The Marylebone Spiritualists are keen on “absent healing.” Sufferers write in about
their symptoms. Their letters are distributed by the “director of healing” among a team of eighty healers, who concentrate long-range “psychic power” upon their patients at prearranged hours. The patient is supposed to relax and “make contact” at the same time as the healer is “tuning in.” Patients, oddly, do not always keep up to scratch. Frank Tolkin, of the Greater World outfit, is always complaining that those who use the Greater World healing service are often slack in keeping headquarters posted about their progress.

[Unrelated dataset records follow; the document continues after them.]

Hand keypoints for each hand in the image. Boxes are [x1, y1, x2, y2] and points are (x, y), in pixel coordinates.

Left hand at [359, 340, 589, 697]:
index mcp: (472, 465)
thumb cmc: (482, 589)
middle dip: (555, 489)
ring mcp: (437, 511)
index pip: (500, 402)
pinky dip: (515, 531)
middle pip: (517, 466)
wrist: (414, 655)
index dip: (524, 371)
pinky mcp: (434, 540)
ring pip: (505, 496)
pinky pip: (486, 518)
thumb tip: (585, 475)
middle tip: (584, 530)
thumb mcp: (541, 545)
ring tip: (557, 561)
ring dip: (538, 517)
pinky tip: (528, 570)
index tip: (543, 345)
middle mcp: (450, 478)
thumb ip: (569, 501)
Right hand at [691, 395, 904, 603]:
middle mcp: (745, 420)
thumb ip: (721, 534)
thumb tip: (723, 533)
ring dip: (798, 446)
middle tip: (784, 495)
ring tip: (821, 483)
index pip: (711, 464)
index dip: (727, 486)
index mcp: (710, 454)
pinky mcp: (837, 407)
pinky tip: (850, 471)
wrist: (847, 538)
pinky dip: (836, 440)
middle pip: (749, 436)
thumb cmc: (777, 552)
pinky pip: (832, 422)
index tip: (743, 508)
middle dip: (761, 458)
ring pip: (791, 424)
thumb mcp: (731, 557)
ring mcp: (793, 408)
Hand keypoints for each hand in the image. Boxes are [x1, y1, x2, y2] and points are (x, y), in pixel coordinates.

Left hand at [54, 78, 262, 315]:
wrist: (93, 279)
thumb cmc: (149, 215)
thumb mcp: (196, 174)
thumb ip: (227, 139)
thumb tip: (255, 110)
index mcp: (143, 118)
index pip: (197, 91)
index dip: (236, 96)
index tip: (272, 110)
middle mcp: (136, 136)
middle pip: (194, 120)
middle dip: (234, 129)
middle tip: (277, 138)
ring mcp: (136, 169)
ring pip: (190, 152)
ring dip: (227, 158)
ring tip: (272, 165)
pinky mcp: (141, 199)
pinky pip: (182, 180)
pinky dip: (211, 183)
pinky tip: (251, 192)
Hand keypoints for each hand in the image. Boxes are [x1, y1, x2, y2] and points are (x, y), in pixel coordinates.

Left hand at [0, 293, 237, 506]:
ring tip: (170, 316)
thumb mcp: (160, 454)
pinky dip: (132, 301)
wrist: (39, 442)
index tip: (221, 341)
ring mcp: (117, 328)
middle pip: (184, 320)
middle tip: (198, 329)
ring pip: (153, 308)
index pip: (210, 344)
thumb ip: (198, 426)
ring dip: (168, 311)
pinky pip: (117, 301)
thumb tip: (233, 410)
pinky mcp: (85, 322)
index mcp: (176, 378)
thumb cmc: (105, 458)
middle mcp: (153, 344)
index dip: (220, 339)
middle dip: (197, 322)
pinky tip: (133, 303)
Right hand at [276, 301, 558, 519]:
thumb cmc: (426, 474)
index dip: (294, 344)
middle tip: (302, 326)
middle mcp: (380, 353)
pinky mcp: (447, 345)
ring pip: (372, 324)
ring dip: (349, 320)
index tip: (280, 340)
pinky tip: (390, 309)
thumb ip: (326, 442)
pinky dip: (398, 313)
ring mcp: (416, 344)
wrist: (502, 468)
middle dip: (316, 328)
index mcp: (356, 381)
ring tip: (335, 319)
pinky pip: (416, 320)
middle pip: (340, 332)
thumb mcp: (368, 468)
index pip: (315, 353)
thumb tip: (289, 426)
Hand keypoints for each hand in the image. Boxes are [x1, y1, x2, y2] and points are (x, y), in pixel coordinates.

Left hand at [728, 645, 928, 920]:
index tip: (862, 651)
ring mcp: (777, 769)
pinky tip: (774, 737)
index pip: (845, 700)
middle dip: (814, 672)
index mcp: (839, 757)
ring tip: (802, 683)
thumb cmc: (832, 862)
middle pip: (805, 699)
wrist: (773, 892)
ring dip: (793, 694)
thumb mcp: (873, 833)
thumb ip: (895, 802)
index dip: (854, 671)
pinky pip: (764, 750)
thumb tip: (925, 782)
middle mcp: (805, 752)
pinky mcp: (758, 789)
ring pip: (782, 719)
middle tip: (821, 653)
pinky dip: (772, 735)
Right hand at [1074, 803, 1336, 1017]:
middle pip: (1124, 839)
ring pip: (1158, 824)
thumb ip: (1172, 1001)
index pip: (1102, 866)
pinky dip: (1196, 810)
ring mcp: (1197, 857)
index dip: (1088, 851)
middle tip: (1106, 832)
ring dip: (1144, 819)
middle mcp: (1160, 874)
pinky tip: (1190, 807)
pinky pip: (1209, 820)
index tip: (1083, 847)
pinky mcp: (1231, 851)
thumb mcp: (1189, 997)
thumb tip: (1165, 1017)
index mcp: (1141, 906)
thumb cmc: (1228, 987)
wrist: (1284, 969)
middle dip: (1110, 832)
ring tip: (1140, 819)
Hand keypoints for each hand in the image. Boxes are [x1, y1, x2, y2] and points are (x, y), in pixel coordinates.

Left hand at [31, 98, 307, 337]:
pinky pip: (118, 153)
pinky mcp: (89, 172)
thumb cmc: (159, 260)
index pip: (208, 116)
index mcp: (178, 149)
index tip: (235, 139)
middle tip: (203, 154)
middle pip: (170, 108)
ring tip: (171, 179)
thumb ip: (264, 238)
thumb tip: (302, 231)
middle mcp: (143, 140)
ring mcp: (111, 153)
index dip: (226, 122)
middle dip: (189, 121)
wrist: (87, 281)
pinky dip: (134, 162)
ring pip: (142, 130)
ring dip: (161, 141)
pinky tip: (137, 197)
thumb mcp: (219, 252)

Hundreds, probably thousands, of Spiritualist “home circles” meet weekly in all parts of the country – groups of half a dozen or more (sometimes including members of the same family) – at least one of them with mediumistic powers or aspirations, all of them thirsting after “phenomena.” Defining home circles as “the backbone of the movement,” a spokesman of the Spiritualists’ National Union gave the following definite rules for the conduct of members:
Bare floors and bare chairs are more conducive to phenomena than carpets and cushions. The sexes are usually mixed, as at a dinner party. But a heavy meal before sitting is unwise! Cleanliness (“mental and spiritual as well as physical”) is of the utmost importance. Radio or gramophone music helps. The sitters often sing in harmony “to help the vibrations.” The general atmosphere is religious, sittings open with a prayer and end with a benediction. Spirits often joke and the sitters join in. “After all, there’s nothing wrong with a little harmless humour.” Lights are usually subdued. For physical phenomena – soaring tables, flying trumpets, handkerchiefs that tie themselves in knots and the like – absolute darkness is necessary. Mental phenomena can be obtained quite freely in coloured light and even by ordinary electric light.
Spiritualism’s claim to be a religion is strongly contested in various quarters, especially the Roman Catholic Church – “our bitterest opponent,” says the S.N.U.. The Roman Catholic Church forbids the general body of the faithful to take any part in Spiritualist practices. Upon the essential nature of Spiritualist phenomena the Church has not pronounced, but the possibility is stressed that they may on occasion be the work of diabolical agency.
A criticism often made by the plain man is that the “revelations” of Spiritualism are too often trivial or woolly, and that, as a rule, they do not rise above the medium’s mental level and background. On the other hand, it is admitted that things do happen at sittings, from time to time, which the plain man finds it extremely hard to explain.
“Air-raid? No. He attended a Spiritualist séance and got in touch with his wife again.”